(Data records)

__________________________________________________

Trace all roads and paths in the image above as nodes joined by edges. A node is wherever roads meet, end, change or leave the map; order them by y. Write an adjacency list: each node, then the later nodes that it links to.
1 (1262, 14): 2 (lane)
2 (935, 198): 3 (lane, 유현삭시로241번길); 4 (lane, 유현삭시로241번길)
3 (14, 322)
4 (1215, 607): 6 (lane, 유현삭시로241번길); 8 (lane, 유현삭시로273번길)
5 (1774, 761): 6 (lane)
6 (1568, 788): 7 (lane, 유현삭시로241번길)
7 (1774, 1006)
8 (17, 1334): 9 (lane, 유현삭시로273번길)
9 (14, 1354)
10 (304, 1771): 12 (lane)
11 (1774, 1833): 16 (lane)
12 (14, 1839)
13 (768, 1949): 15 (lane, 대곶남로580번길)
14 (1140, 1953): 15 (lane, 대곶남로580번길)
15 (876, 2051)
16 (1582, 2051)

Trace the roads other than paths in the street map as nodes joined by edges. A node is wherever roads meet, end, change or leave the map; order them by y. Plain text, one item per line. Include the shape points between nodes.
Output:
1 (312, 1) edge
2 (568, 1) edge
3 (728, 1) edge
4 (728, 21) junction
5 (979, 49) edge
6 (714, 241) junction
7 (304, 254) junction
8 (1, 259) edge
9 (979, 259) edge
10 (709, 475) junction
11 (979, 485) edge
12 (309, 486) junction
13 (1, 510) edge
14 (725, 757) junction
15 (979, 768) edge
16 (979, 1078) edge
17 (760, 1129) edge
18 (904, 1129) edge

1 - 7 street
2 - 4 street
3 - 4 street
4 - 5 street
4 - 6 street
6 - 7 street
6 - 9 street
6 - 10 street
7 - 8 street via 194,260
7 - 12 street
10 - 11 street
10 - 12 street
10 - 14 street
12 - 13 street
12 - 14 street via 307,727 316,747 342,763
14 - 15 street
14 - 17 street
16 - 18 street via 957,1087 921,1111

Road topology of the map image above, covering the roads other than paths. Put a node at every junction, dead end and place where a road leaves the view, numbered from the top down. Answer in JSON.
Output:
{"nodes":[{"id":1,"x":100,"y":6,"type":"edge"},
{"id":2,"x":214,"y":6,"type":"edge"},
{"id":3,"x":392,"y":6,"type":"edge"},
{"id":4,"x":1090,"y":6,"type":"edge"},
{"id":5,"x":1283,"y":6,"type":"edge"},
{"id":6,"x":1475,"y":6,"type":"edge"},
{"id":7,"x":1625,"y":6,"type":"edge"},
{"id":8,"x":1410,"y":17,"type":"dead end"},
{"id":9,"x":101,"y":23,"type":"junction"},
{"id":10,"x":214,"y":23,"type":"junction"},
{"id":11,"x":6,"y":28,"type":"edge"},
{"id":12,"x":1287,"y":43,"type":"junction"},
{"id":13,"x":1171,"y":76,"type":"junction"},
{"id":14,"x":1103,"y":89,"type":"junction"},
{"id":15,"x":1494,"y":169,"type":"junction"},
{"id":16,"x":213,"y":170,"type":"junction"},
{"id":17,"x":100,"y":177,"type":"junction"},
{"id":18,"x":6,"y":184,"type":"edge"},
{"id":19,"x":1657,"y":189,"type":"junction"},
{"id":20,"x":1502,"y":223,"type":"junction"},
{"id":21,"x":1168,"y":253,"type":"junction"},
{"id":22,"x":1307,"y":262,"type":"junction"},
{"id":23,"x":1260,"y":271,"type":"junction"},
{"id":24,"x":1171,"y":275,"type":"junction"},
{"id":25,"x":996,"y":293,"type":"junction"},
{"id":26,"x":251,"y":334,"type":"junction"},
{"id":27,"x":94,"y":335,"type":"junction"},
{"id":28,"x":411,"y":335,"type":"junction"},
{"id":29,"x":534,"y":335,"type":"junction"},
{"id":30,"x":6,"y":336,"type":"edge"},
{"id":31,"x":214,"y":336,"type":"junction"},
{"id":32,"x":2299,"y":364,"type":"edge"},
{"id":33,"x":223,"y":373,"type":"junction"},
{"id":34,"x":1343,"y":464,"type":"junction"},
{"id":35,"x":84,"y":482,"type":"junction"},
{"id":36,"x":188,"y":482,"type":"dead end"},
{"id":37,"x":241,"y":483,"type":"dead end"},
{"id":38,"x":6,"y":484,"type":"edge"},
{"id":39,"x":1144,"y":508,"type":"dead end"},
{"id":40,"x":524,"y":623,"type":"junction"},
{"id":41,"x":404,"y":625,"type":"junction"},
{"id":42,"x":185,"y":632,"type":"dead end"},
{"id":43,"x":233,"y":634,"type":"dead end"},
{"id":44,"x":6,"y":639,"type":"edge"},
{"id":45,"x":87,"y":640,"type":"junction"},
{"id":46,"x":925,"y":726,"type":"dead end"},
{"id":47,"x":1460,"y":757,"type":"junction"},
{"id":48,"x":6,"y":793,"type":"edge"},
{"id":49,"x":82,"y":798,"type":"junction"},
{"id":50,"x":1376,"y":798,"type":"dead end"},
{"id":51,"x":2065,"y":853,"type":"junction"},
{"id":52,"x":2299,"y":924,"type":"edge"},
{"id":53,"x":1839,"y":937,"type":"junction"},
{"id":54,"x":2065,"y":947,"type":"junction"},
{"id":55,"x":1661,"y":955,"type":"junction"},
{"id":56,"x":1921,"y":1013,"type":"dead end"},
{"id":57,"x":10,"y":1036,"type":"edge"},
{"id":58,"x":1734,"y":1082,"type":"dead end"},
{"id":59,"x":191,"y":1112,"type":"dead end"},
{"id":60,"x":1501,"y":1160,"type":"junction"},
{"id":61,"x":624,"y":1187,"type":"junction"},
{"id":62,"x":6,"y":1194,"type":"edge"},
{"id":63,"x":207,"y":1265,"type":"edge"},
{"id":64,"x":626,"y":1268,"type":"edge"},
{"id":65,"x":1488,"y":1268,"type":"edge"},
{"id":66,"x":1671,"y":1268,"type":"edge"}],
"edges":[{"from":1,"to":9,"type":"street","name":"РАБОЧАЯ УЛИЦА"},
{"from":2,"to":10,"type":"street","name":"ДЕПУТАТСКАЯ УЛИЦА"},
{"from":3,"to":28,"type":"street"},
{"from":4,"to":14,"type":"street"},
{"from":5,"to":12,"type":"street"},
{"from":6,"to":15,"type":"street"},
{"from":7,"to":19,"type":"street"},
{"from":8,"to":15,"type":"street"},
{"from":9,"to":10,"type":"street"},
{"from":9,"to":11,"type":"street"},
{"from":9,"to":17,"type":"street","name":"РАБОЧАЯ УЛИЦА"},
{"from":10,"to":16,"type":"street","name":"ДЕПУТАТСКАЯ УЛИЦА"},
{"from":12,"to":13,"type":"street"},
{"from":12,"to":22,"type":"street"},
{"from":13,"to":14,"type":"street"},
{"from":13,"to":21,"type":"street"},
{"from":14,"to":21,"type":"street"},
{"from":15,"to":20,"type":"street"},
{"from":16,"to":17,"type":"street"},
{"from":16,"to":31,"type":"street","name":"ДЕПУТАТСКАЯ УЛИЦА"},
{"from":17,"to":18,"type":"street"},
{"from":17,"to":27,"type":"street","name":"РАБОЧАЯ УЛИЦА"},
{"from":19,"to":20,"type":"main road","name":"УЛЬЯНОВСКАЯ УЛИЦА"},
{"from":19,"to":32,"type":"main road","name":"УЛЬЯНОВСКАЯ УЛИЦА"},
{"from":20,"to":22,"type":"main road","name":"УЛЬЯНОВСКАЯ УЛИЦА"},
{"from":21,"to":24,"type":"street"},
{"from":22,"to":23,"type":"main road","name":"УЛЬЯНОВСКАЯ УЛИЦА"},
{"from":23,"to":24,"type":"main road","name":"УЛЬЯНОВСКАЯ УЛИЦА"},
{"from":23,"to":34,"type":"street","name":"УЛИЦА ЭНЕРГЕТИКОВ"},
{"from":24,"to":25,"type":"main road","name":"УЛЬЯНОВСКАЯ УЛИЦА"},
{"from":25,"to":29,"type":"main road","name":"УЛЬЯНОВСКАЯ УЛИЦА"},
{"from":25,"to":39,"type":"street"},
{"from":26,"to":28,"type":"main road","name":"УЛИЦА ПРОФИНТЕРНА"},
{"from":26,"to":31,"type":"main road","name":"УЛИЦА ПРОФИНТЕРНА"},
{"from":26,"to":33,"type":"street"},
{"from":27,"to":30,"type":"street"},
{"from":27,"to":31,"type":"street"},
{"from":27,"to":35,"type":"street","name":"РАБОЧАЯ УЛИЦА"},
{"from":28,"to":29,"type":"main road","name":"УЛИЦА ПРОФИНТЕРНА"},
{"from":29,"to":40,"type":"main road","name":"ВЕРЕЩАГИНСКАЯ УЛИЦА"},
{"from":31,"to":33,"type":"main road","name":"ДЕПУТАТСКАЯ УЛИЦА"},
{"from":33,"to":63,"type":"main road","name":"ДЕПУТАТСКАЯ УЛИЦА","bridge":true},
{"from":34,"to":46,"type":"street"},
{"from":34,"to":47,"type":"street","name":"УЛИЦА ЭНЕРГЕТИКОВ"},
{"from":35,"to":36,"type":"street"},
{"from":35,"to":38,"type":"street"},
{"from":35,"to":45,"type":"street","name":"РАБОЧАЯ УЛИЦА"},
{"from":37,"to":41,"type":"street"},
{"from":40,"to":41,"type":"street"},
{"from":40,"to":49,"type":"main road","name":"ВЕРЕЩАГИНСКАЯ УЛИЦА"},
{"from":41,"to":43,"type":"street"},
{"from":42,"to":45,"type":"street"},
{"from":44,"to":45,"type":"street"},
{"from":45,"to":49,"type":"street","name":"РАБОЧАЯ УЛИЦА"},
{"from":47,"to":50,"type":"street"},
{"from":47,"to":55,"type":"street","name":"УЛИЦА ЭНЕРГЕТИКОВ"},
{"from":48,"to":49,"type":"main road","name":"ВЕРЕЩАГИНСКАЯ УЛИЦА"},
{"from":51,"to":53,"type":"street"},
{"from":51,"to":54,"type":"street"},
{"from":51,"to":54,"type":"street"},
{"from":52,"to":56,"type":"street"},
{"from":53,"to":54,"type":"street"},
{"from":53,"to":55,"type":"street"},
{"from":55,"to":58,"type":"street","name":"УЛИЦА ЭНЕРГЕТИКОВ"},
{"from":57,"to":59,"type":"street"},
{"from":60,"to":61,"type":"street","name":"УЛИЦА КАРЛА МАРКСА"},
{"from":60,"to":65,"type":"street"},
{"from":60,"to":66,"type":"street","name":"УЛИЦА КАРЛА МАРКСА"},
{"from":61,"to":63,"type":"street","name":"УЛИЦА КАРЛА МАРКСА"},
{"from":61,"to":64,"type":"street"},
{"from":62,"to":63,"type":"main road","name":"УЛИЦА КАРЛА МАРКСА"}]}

__________________________________________________

◆ **TASK DESCRIPTION**: Go line by line through the records and copy those that contain the word "ВЕРЕЩАГИНСКАЯ".

◆ **RESPONSE TO THE TASK**:
{"from":29,"to":40,"type":"main road","name":"ВЕРЕЩАГИНСКАЯ УЛИЦА"},
{"from":40,"to":49,"type":"main road","name":"ВЕРЕЩАГИНСКАЯ УЛИЦА"},
{"from":48,"to":49,"type":"main road","name":"ВЕРЕЩАГИНСКАЯ УЛИЦА"},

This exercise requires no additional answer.